On oppose classiquement les syndromes hypokinétiques (MdP, syndrome parkinsonien), et hyperki nétiques (tremblements, chorée, choréoathétose, ballisme, dystonies, tics, myoclonies…). Le diagnostic de la MdP reste actuellement clinique, avec historiquement l’association d’une bradykinésie et d’au moins l’un des trois critères suivants : rigidité musculaire, tremblement de repos et instabilité posturale (1).

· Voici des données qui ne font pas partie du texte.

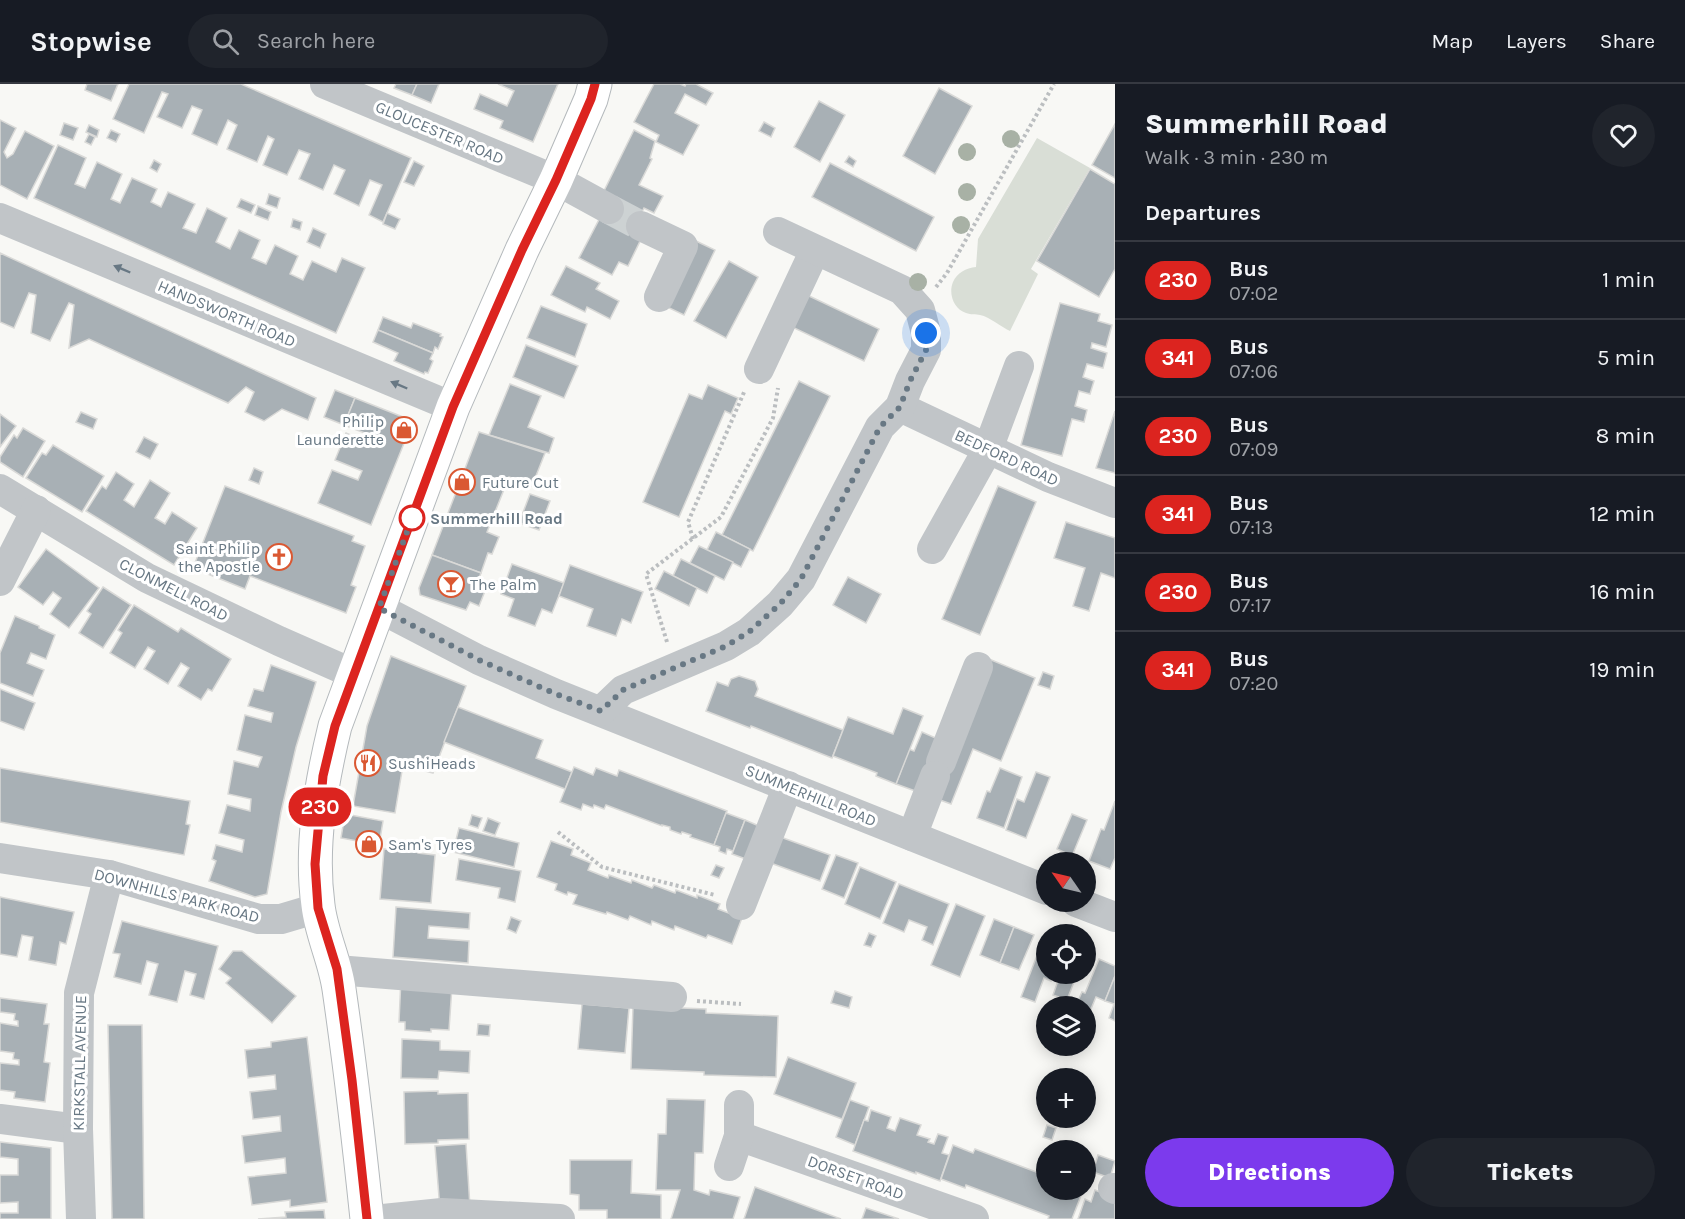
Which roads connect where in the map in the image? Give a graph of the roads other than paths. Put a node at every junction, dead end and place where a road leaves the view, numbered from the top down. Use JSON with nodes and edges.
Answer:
{"nodes":[{"id":1,"x":325,"y":84,"type":"edge"},
{"id":2,"x":595,"y":84,"type":"edge"},
{"id":3,"x":556,"y":180,"type":"junction"},
{"id":4,"x":609,"y":209,"type":"tunnel mouth"},
{"id":5,"x":0,"y":218,"type":"edge"},
{"id":6,"x":641,"y":226,"type":"tunnel mouth"},
{"id":7,"x":778,"y":232,"type":"dead end"},
{"id":8,"x":815,"y":250,"type":"junction"},
{"id":9,"x":659,"y":297,"type":"dead end"},
{"id":10,"x":1019,"y":366,"type":"dead end"},
{"id":11,"x":759,"y":369,"type":"road end"},
{"id":12,"x":453,"y":407,"type":"junction"},
{"id":13,"x":900,"y":407,"type":"junction"},
{"id":14,"x":988,"y":449,"type":"junction"},
{"id":15,"x":0,"y":489,"type":"edge"},
{"id":16,"x":1115,"y":503,"type":"edge"},
{"id":17,"x":36,"y":510,"type":"junction"},
{"id":18,"x":932,"y":549,"type":"dead end"},
{"id":19,"x":0,"y":582,"type":"edge"},
{"id":20,"x":379,"y":608,"type":"junction"},
{"id":21,"x":978,"y":668,"type":"dead end"},
{"id":22,"x":354,"y":674,"type":"junction"},
{"id":23,"x":601,"y":711,"type":"junction"},
{"id":24,"x":788,"y":786,"type":"junction"},
{"id":25,"x":912,"y":836,"type":"junction"},
{"id":26,"x":0,"y":858,"type":"edge"},
{"id":27,"x":109,"y":875,"type":"junction"},
{"id":28,"x":1036,"y":886,"type":"edge"},
{"id":29,"x":741,"y":903,"type":"road end"},
{"id":30,"x":318,"y":908,"type":"junction"},
{"id":31,"x":1096,"y":910,"type":"edge"},
{"id":32,"x":1115,"y":917,"type":"edge"},
{"id":33,"x":337,"y":969,"type":"junction"},
{"id":34,"x":672,"y":997,"type":"road end"},
{"id":35,"x":739,"y":1105,"type":"dead end"},
{"id":36,"x":0,"y":1119,"type":"edge"},
{"id":37,"x":78,"y":1129,"type":"junction"},
{"id":38,"x":739,"y":1136,"type":"junction"},
{"id":39,"x":729,"y":1166,"type":"dead end"},
{"id":40,"x":81,"y":1219,"type":"edge"},
{"id":41,"x":367,"y":1219,"type":"edge"},
{"id":42,"x":383,"y":1219,"type":"edge"},
{"id":43,"x":560,"y":1219,"type":"edge"},
{"id":44,"x":974,"y":1219,"type":"edge"}],
"edges":[{"from":1,"to":3,"type":"street","name":"GLOUCESTER ROAD"},
{"from":2,"to":3,"type":"main road"},
{"from":3,"to":4,"type":"street","name":"GLOUCESTER ROAD"},
{"from":3,"to":12,"type":"main road"},
{"from":12,"to":5,"type":"street","name":"HANDSWORTH ROAD","one_way":true},
{"from":6,"to":9,"type":"street"},
{"from":7,"to":8,"type":"street"},
{"from":8,"to":11,"type":"street"},
{"from":8,"to":13,"type":"street"},
{"from":10,"to":14,"type":"street"},
{"from":12,"to":20,"type":"main road"},
{"from":13,"to":14,"type":"street","name":"BEDFORD ROAD"},
{"from":13,"to":23,"type":"street"},
{"from":14,"to":16,"type":"street","name":"BEDFORD ROAD"},
{"from":14,"to":18,"type":"street"},
{"from":15,"to":17,"type":"street","name":"CLONMELL ROAD"},
{"from":17,"to":19,"type":"street"},
{"from":17,"to":22,"type":"street","name":"CLONMELL ROAD"},
{"from":20,"to":22,"type":"main road"},
{"from":20,"to":23,"type":"street","name":"SUMMERHILL ROAD"},
{"from":21,"to":25,"type":"street"},
{"from":22,"to":30,"type":"main road"},
{"from":23,"to":24,"type":"street","name":"SUMMERHILL ROAD"},
{"from":24,"to":25,"type":"street","name":"SUMMERHILL ROAD"},
{"from":24,"to":29,"type":"street"},
{"from":25,"to":28,"type":"street","name":"SUMMERHILL ROAD"},
{"from":26,"to":27,"type":"street","name":"DOWNHILLS PARK ROAD"},
{"from":27,"to":30,"type":"street","name":"DOWNHILLS PARK ROAD"},
{"from":27,"to":37,"type":"street","name":"KIRKSTALL AVENUE"},
{"from":30,"to":33,"type":"main road"},
{"from":31,"to":32,"type":"street"},
{"from":33,"to":34,"type":"street"},
{"from":33,"to":41,"type":"main road"},
{"from":35,"to":38,"type":"street"},
{"from":36,"to":37,"type":"street"},
{"from":37,"to":40,"type":"street","name":"KIRKSTALL AVENUE"},
{"from":38,"to":39,"type":"street"},
{"from":38,"to":44,"type":"street","name":"DORSET ROAD"},
{"from":42,"to":43,"type":"street"}]}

En 2015, The International Parkinson and Movement Disorder Society (MDS) a revu les critères diagnostiques qui associent toujours bradykinésie, mais avec soit un tremblement de repos, soit une rigidité musculaire, soit les deux (2).

La triade diagnostique

La bradykinésie est l’élément essentiel de cette triade et doit attirer l’attention du rhumatologue face à ce type de patient. Elle peut prendre différents aspects, parfois insidieux, comme une lenteur des mouvements, une diminution de l’amplitude ou de la vitesse d’exécution de ces derniers, une posture figée, une antéflexion du tronc, une marche lente à petits pas, une perte du balancement du bras, des difficultés à se lever d’une chaise, à sortir d’une voiture ou à se tourner au lit. Une micrographie, une perte d’expression faciale ou du clignement des paupières sont également à rechercher. Un syndrome dépressif, une atteinte polyarticulaire dégénérative et un grand âge peuvent rendre ces symptômes difficiles d’interprétation.
La rigidité se recherche lors de la mobilisation passive des membres ou de la nuque. Elle peut être majorée lors des mouvements ou lors de la mobilisation du membre controlatéral. Le patient peut se plaindre de douleurs articulaires mimant une épaule gelée ou des lombalgies.
Le tremblement de repos, présent chez deux tiers des MdP débutantes, touche initialement surtout le membre supérieur unilatéralement, mais il peut toucher le membre inférieur et la tête, et devient souvent bilatéral. Il est majoré par le stress et il diminue lors des mouvements intentionnels.